Reputation: 2189
I'm trying to delete all items in a DynamoDB table that has both partition and sort keys using AWS CLI in bash. The best thing I've found so far is:
aws dynamodb scan --table-name $TABLE_NAME --attributes-to-get "$KEY" \
--query "Items[].$KEY.S" --output text | \
tr "\t" "\n" | \
xargs -t -I keyvalue aws dynamodb delete-item --table-name $TABLE_NAME \
--key "{\"$KEY\": {\"S\": \"keyvalue\"}}"
But this does not work with a table that has both the partition key and the sort key, and I have not yet been able to make it work with such a table. Any idea how to modify the script to make it work for a table with composite keys?
Upvotes: 19
Views: 68015
Reputation: 5867
Depending on the size of your table this can be too expensive and result in downtime. Remember that deletes cost you the same as a write, so you'll get throttled by your provisioned WCU. It would be much simpler and faster to just delete and recreate the table.
# this uses jq but basically we're just removing
# some of the json fields that describe an existing
# ddb table and are not actually part of the table schema/defintion
aws dynamodb describe-table --table-name $table_name | jq '.Table | del(.TableId, .TableArn, .ItemCount, .TableSizeBytes, .CreationDateTime, .TableStatus, .ProvisionedThroughput.NumberOfDecreasesToday)' > schema.json
# delete the table
aws dynamodb delete-table --table-name $table_name
# create table with same schema (including name and provisioned capacity)

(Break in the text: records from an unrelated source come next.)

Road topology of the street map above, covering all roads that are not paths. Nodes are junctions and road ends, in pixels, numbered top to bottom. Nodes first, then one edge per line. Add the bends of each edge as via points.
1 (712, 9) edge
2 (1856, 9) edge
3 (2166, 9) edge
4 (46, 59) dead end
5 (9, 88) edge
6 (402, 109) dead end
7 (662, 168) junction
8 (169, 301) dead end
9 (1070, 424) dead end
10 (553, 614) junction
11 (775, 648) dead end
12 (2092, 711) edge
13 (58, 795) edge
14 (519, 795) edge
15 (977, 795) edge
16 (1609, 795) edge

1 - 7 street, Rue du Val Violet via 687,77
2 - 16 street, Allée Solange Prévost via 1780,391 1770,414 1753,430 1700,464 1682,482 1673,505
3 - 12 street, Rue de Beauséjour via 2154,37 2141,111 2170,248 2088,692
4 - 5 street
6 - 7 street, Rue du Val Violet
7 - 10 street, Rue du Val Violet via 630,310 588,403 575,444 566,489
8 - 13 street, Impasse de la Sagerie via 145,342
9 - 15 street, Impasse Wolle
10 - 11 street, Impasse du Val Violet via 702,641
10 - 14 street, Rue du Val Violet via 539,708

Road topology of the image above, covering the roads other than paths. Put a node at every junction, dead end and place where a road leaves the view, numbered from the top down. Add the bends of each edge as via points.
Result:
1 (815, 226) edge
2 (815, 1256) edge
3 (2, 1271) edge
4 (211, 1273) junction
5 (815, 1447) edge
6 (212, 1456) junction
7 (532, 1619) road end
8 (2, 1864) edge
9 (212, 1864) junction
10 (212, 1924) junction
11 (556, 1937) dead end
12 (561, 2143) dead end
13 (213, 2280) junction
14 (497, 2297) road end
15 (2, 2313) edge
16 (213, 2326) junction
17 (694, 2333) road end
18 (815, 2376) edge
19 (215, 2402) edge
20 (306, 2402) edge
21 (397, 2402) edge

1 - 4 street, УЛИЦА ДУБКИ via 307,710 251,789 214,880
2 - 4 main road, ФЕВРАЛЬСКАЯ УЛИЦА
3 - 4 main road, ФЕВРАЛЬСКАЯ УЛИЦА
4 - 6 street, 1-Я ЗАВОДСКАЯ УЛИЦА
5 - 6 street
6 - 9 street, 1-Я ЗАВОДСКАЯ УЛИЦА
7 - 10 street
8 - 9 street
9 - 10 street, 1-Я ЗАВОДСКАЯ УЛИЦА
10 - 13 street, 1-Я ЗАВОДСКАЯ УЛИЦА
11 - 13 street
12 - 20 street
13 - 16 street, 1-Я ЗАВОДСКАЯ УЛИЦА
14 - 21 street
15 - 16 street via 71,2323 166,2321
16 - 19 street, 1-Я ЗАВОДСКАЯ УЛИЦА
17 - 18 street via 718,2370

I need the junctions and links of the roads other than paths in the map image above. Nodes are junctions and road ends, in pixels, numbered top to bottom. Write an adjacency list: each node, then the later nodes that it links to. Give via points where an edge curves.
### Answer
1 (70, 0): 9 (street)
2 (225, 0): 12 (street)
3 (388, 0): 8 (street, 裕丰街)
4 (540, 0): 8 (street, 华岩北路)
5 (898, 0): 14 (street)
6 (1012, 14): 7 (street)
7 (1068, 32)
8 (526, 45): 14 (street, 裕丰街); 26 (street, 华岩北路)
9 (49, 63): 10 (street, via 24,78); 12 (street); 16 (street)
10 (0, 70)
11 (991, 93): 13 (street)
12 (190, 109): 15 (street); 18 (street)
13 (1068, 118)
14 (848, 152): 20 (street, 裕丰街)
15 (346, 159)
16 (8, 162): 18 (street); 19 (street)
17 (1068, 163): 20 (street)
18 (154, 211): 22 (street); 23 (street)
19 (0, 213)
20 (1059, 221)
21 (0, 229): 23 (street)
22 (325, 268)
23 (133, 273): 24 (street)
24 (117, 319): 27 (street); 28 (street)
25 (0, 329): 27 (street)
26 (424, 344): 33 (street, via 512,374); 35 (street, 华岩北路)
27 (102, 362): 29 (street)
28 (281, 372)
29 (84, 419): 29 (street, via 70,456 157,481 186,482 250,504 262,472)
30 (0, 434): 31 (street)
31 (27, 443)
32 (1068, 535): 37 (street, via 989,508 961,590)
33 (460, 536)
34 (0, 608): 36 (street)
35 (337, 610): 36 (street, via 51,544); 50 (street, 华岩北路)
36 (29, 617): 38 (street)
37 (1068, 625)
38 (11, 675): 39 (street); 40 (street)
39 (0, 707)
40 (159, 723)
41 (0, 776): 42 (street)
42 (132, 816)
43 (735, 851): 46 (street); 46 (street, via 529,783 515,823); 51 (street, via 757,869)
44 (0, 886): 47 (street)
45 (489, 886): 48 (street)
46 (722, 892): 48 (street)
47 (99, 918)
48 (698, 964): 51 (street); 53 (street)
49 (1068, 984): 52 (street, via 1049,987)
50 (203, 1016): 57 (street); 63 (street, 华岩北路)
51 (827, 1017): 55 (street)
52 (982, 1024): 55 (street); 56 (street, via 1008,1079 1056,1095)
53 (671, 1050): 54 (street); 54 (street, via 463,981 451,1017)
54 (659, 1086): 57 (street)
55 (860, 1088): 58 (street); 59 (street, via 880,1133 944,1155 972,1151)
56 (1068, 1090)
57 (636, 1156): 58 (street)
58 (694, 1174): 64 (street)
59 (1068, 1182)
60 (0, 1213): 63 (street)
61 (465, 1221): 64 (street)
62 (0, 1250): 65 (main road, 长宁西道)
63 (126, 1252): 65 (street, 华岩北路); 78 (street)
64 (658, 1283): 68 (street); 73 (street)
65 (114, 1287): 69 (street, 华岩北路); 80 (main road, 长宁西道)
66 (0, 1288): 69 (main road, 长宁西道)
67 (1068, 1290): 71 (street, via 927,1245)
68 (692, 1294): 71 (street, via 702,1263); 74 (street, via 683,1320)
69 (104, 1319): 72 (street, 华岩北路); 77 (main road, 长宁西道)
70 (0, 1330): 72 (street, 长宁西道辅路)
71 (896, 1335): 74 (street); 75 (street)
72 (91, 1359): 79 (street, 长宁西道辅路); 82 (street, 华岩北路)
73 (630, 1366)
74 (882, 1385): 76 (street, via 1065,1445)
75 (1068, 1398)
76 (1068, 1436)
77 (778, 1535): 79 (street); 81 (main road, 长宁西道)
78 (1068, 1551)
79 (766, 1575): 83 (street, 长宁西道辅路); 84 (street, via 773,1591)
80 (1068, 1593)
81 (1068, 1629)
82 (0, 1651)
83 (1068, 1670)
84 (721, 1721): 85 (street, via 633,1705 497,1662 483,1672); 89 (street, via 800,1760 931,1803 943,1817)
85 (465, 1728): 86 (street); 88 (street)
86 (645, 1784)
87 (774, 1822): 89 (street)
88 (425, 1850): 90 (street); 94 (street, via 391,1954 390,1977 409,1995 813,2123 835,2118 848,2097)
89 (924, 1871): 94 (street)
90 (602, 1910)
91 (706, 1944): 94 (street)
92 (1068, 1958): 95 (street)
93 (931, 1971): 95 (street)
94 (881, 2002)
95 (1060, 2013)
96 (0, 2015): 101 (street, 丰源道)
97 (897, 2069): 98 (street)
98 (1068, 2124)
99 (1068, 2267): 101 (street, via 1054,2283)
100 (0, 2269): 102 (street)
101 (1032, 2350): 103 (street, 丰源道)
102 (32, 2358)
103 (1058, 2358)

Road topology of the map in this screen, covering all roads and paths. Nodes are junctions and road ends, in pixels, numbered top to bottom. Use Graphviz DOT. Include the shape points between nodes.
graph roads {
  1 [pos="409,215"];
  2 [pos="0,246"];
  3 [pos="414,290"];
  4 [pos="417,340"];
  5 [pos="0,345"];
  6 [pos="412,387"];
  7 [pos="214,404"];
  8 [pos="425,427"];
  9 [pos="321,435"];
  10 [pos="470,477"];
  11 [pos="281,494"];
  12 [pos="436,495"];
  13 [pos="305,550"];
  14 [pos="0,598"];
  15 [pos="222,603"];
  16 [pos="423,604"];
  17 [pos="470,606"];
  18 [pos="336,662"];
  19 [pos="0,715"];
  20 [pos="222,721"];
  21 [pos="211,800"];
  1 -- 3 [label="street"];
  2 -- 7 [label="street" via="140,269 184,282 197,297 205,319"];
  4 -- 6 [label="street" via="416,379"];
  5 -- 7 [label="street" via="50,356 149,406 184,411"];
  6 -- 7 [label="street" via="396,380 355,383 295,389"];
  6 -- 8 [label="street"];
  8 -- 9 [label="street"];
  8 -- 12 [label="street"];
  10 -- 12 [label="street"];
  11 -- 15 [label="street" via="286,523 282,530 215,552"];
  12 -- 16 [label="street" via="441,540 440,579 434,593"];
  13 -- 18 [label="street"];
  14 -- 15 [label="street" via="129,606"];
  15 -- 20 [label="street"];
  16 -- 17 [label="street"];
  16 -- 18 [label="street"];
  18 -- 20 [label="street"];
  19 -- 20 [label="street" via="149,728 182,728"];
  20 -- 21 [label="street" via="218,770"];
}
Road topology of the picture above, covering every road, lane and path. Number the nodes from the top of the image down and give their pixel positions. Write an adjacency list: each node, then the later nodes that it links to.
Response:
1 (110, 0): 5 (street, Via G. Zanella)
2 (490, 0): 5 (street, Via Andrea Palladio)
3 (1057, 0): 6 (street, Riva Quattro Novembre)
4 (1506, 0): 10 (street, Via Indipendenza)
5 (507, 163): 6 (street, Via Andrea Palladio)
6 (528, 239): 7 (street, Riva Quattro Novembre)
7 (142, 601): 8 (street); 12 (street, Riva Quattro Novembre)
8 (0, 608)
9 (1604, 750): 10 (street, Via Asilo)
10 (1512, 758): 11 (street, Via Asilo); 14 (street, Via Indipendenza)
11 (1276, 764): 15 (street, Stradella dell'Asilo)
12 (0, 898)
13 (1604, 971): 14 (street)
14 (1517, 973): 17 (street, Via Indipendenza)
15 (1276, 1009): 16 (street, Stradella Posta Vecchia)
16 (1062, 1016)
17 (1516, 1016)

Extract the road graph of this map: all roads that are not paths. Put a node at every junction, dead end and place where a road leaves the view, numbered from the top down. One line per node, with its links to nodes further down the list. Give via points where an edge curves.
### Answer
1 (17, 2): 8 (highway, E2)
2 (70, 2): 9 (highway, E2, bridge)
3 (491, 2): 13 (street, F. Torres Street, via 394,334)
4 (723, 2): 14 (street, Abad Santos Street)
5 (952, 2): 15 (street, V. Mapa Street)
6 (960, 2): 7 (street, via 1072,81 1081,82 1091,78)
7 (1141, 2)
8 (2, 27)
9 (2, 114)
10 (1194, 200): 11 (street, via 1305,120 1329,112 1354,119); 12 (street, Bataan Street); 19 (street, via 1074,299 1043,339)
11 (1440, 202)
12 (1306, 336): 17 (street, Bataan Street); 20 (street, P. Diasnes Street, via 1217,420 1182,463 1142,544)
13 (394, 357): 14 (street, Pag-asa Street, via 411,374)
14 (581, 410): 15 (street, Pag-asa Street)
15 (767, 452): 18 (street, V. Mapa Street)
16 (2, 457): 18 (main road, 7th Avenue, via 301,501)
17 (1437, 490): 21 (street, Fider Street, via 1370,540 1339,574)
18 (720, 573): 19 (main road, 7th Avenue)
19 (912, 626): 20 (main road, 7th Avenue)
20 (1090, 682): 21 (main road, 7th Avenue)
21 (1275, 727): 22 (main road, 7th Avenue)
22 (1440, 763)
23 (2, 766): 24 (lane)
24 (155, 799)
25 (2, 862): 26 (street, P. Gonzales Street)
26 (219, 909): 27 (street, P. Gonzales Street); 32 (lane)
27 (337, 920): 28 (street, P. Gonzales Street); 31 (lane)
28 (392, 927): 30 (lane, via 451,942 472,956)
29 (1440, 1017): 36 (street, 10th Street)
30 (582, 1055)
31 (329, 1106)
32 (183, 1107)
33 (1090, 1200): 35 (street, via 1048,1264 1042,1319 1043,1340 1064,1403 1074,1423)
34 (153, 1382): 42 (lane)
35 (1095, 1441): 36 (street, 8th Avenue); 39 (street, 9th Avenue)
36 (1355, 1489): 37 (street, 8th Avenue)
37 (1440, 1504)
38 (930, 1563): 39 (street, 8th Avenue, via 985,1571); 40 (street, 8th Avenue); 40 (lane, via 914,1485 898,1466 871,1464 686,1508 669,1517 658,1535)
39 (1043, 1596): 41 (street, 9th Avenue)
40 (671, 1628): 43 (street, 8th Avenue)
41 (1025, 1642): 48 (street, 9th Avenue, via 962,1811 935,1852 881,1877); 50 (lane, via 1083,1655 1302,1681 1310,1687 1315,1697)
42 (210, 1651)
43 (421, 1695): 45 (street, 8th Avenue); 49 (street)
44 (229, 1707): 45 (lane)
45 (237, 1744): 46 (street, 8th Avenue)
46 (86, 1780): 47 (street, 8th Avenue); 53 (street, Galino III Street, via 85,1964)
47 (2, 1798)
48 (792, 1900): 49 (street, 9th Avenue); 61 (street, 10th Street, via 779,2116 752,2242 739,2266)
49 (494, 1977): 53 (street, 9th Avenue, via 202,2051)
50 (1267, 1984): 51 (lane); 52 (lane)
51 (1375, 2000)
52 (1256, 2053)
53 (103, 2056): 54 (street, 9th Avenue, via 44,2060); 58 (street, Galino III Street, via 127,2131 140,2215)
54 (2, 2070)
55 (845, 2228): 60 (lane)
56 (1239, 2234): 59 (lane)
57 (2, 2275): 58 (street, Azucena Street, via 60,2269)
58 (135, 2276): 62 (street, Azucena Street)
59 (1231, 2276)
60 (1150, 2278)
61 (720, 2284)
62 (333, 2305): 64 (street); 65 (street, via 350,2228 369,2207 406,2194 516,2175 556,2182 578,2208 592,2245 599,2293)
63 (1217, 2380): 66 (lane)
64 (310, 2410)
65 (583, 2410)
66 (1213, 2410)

aws dynamodb create-table --cli-input-json file://schema.json
If you really want to you can delete each item individually and you're on the right track you just need to specify both the hash and range keys in your scan projection and delete command.
aws dynamodb scan \
--attributes-to-get $HASH_KEY $RANGE_KEY \
--table-name $TABLE_NAME --query "Items[*]" \
# use jq to get each item on its own line
| jq --compact-output '.[]' \
# replace newlines with null terminated so
# we can tell xargs to ignore special characters
| tr '\n' '\0' \
| xargs -0 -t -I keyItem \
# use the whole item as the key to delete (dynamo keys *are* dynamo items)
aws dynamodb delete-item --table-name $TABLE_NAME --key=keyItem
If you want to get super fancy you can use the describe-table
call to fetch the hash and range key to populate $HASH_KEY
and $RANGE_KEY
but i'll leave that as an exercise for you.
Upvotes: 39
Reputation: 51
If you like to achieve that w/o writing specific scripts, for 1 time semi-manual (1 clicked for auto pagination deletion) and if you have permission to manage that from the was console.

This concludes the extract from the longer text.